* **THE TASK**:
From the records, return each line that has the word "curves" in it.

* **THE DATA**:
______
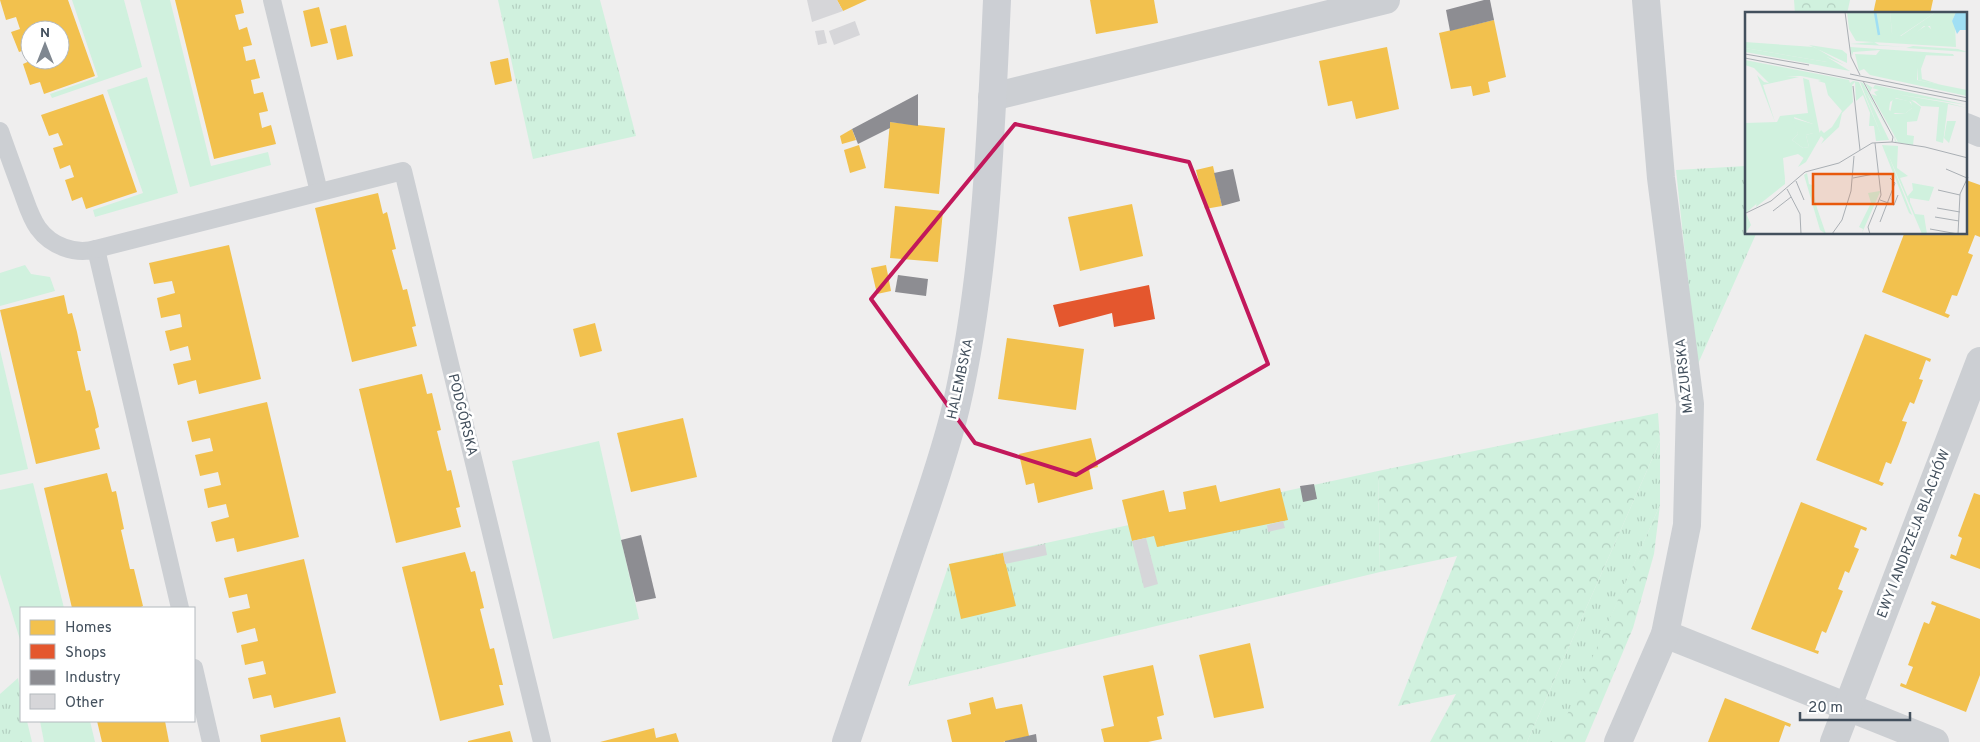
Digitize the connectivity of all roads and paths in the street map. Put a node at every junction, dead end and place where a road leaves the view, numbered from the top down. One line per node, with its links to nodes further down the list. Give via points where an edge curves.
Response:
______
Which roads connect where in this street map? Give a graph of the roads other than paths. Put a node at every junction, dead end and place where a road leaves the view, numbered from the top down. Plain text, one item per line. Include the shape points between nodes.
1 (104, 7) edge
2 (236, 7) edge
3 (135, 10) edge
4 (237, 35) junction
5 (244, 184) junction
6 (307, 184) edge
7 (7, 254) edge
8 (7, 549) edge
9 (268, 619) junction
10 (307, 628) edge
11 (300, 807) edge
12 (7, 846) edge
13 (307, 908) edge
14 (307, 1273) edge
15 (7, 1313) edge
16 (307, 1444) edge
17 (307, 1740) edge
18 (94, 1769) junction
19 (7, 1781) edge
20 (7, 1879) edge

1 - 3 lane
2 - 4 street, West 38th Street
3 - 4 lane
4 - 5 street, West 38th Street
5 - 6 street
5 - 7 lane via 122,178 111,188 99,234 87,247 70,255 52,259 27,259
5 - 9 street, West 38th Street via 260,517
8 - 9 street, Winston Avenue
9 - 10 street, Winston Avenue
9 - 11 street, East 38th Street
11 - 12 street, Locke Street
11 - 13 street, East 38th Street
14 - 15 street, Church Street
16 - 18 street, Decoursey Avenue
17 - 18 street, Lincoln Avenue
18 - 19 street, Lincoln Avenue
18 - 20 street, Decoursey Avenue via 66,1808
______
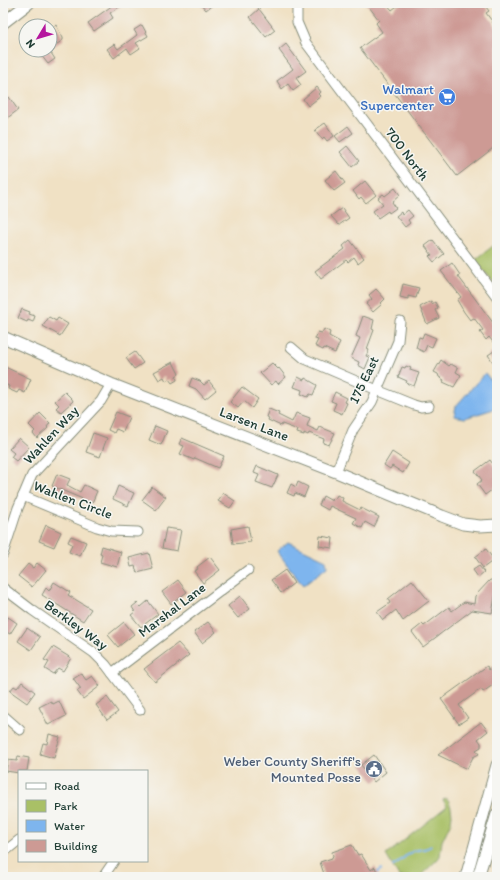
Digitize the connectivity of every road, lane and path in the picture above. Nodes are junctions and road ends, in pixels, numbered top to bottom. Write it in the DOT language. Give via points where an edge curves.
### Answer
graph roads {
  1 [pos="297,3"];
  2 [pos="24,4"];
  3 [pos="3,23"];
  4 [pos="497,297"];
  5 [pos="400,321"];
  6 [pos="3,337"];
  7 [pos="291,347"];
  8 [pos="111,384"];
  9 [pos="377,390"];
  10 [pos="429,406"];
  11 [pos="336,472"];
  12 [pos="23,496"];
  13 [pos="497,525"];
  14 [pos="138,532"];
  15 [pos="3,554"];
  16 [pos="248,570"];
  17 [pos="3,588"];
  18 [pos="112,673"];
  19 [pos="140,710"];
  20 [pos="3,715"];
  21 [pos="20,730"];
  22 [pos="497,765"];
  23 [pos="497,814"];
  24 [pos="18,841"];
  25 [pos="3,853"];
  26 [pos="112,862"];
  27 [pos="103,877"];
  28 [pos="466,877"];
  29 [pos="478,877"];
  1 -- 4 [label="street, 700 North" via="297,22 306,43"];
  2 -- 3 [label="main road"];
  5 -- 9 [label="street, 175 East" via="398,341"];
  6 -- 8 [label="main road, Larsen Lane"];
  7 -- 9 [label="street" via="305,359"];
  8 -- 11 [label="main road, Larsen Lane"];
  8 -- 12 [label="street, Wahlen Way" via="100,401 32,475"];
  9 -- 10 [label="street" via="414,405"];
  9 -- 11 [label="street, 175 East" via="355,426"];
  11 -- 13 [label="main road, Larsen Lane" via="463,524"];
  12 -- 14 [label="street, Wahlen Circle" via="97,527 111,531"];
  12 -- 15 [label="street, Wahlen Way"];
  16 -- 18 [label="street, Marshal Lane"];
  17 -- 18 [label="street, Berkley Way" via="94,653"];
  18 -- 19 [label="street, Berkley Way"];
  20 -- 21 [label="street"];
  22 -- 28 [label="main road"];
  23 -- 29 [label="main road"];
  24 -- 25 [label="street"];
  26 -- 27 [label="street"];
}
______
* **RESULT BELOW**:
Digitize the connectivity of all roads and paths in the street map. Put a node at every junction, dead end and place where a road leaves the view, numbered from the top down. One line per node, with its links to nodes further down the list. Give via points where an edge curves.
Digitize the connectivity of every road, lane and path in the picture above. Nodes are junctions and road ends, in pixels, numbered top to bottom. Write it in the DOT language. Give via points where an edge curves.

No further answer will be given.